France | France, Cour de cassation, Chambre commerciale, 09 mars 2022, 20-10678


LA COUR DE CASSATION, CHAMBRE COMMERCIALE, a rendu l'arrêt suivant :

COMM.

CH.B

COUR DE CASSATION
______________________

Audience publique du 9 mars 2022

Cassation

M. MOLLARD, conseiller doyen
faisant fonction de président

Arrêt n° 158 F-D

Pourvoi n° V 20-10.678

R É P U B L I Q U E F R A N Ç A I S E

_________________________

AU NOM DU PEUPLE FRANÇAIS
_________________________

ARRÊT DE LA COUR DE CASSATION, CHAMBRE COMMERCIALE, FINANCIÈRE ET ÉCONOMIQUE, DU 9 MARS 2022

M. [J] [B],

domicilié [Adresse 2], a formé le pourvoi n° V 20-10.678 contre l'arrêt rendu le 5 septembre 2019 par la cour d'appel de Grenoble (chambre comme...

LA COUR DE CASSATION, CHAMBRE COMMERCIALE, a rendu l'arrêt suivant :

COMM.

CH.B

COUR DE CASSATION
______________________

Audience publique du 9 mars 2022

Cassation

M. MOLLARD, conseiller doyen
faisant fonction de président

Arrêt n° 158 F-D

Pourvoi n° V 20-10.678

R É P U B L I Q U E F R A N Ç A I S E

_________________________

AU NOM DU PEUPLE FRANÇAIS
_________________________

ARRÊT DE LA COUR DE CASSATION, CHAMBRE COMMERCIALE, FINANCIÈRE ET ÉCONOMIQUE, DU 9 MARS 2022

M. [J] [B], domicilié [Adresse 2], a formé le pourvoi n° V 20-10.678 contre l'arrêt rendu le 5 septembre 2019 par la cour d'appel de Grenoble (chambre commerciale), dans le litige l'opposant à la société Intrum Debt Finance, anciennement dénommée Intrum Justitia Debt Finance, dont le siège est [Adresse 1], venant aux droits de la société Le Crédit lyonnais (LCL), défenderesse à la cassation.

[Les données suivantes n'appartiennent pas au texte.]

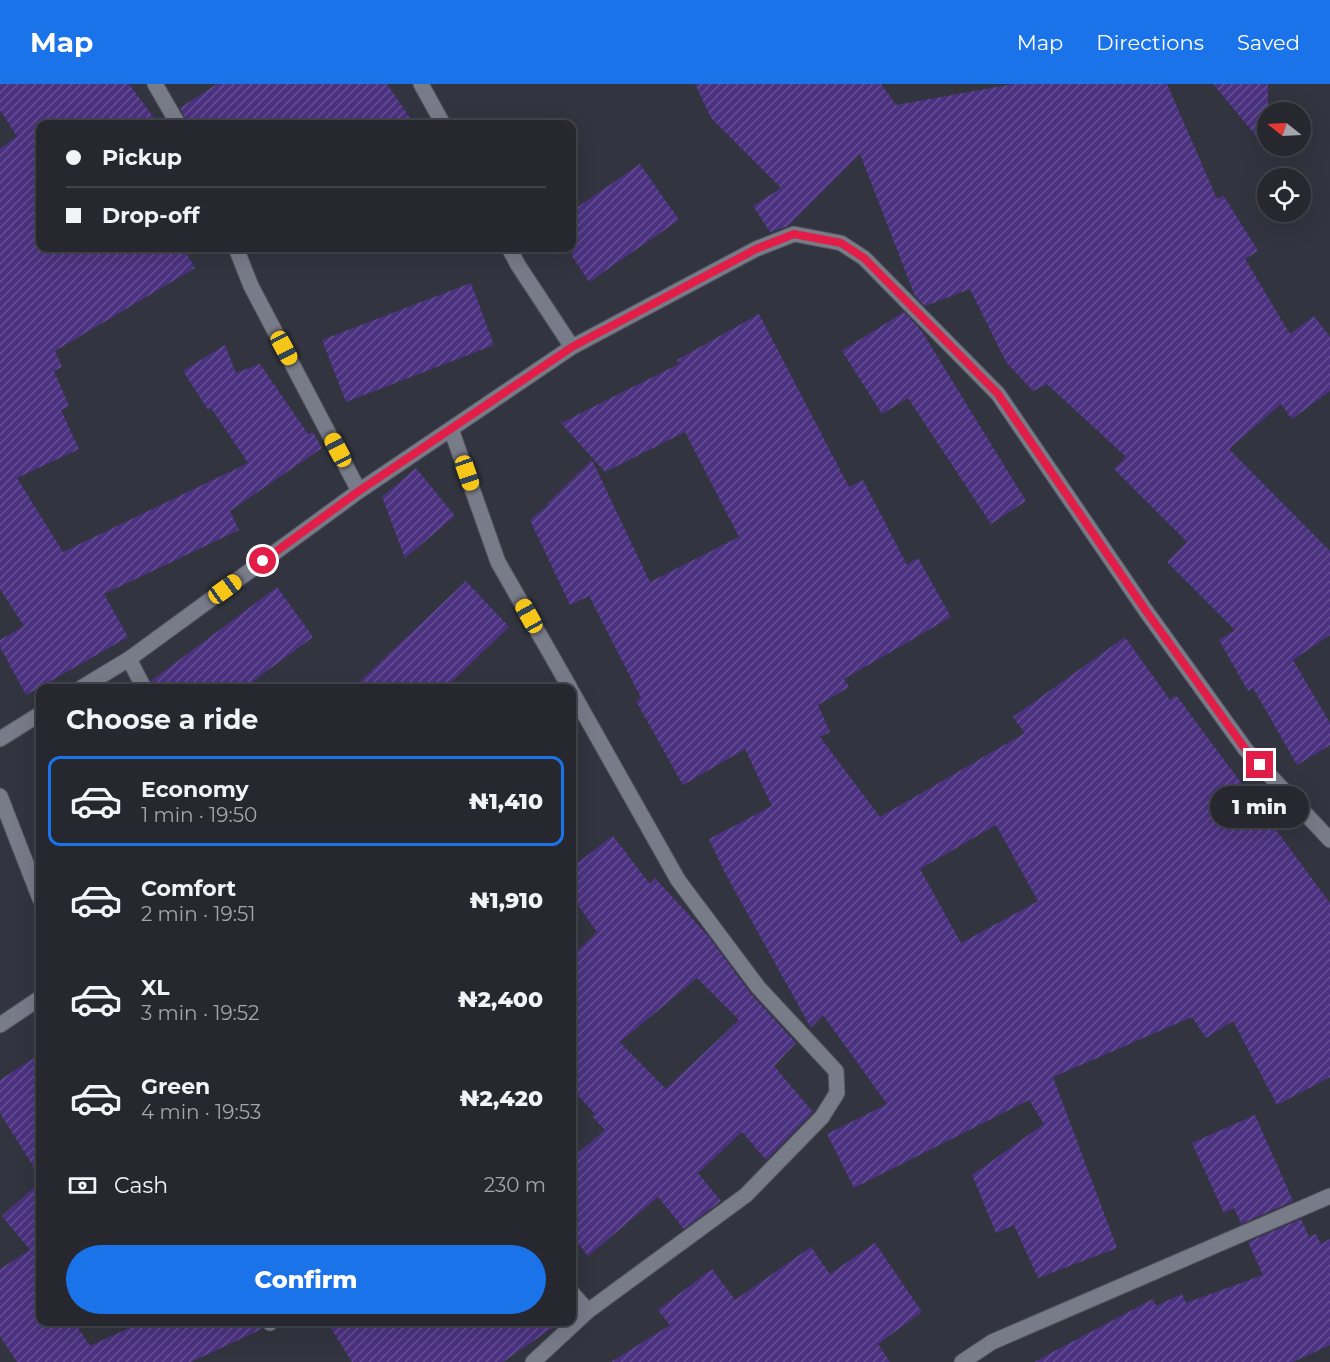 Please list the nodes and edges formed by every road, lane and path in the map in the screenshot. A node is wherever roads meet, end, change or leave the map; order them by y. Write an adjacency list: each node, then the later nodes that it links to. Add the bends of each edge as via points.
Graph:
1 (155, 84): 3 (street)
2 (421, 84): 4 (street)
3 (176, 120)
4 (441, 120)
5 (238, 252): 9 (street, via 251,286)
6 (511, 252): 7 (street)
7 (572, 347): 8 (street); 18 (street, via 756,249 794,234 841,243 864,258 998,394 1246,750)
8 (451, 429): 9 (street); 13 (street, via 498,562)
9 (359, 491): 10 (street)
10 (129, 659): 11 (street); 12 (street)
11 (88, 684)
12 (142, 684)
13 (568, 684)
14 (576, 699): 24 (street, via 678,880 758,987 836,1071 837,1093 822,1117 746,1195)
15 (36, 716): 16 (street)
16 (0, 739)
17 (0, 796): 19 (street)
18 (1330, 840)
19 (36, 889)
20 (36, 1001): 21 (street)
21 (0, 1025)
22 (1330, 1196): 28 (street, via 992,1342)
23 (576, 1298): 24 (street)
24 (588, 1311): 25 (street)
25 (576, 1322)
26 (572, 1326): 27 (street)
27 (533, 1362)
28 (962, 1362)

Le demandeur invoque, à l'appui de son pourvoi, les deux moyens de cassation annexés au présent arrêt.

Le dossier a été communiqué au procureur général.

Sur le rapport de Mme Graff-Daudret, conseiller, les observations de la SARL Boré, Salve de Bruneton et Mégret, avocat de M. [B], de Me Balat, avocat de la société Intrum Debt Finance, après débats en l'audience publique du 18 janvier 2022 où étaient présents M. Mollard, conseiller doyen faisant fonction de président, Mme Graff-Daudret, conseiller rapporteur, M. Ponsot, conseiller, et Mme Fornarelli, greffier de chambre,

la chambre commerciale, financière et économique de la Cour de cassation, composée des président et conseillers précités, après en avoir délibéré conformément à la loi, a rendu le présent arrêt.

Faits et procédure

1. Selon l'arrêt attaqué (Grenoble, 5 septembre 2019), par un acte du 17 février 2012, M. [B] s'est rendu caution à concurrence de la somme de 48 500 euros d'un prêt consenti à la société Medley (la société) par la société Le Crédit lyonnais (la banque), aux droits de laquelle est venue la société Intrum Justitia Debt Finance, devenue Intrum Debt Finance. La société ayant été mise en liquidation judiciaire, la banque a assigné la caution en paiement.

Examen des moyens

Sur le premier moyen

Enoncé du moyen

2. M. [B] fait grief à l'arrêt de dire que son cautionnement n'était pas disproportionné et de le condamner à payer à la banque la somme de 25 513,29 euros, outre intérêts, alors « que la disproportion du cautionnement doit être appréciée en considération de l'endettement global de la caution, et notamment de l'ensemble des charges déclarées au créancier ; qu'en appréciant la proportionnalité de l'engagement de caution de M. [B] au regard des éléments d'actif de son patrimoine, sans tenir compte, comme elle y était invitée, des charges déclarées dans la fiche de renseignement patrimonial fournie à la banque, la cour d'appel a privé sa décision de base légale au regard de l'article L. 341-4, devenu L. 332-1, du code de la consommation. »

Réponse de la Cour

Vu l'article L. 341-4 du code de la consommation, dans sa rédaction antérieure à celle issue de l'ordonnance du 14 mars 2016 :

3. Aux termes de ce texte, un créancier professionnel ne peut se prévaloir d'un contrat de cautionnement conclu par une personne physique dont l'engagement était, lors de sa conclusion, manifestement disproportionné à ses biens et revenus, à moins que le patrimoine de cette caution, au moment où celle-ci est appelée, ne lui permette de faire face à son obligation. La capacité de la caution à faire face à son engagement s'apprécie au regard de l'ensemble des éléments d'actif et de passif composant son patrimoine, et notamment des charges déclarées par la caution au créancier.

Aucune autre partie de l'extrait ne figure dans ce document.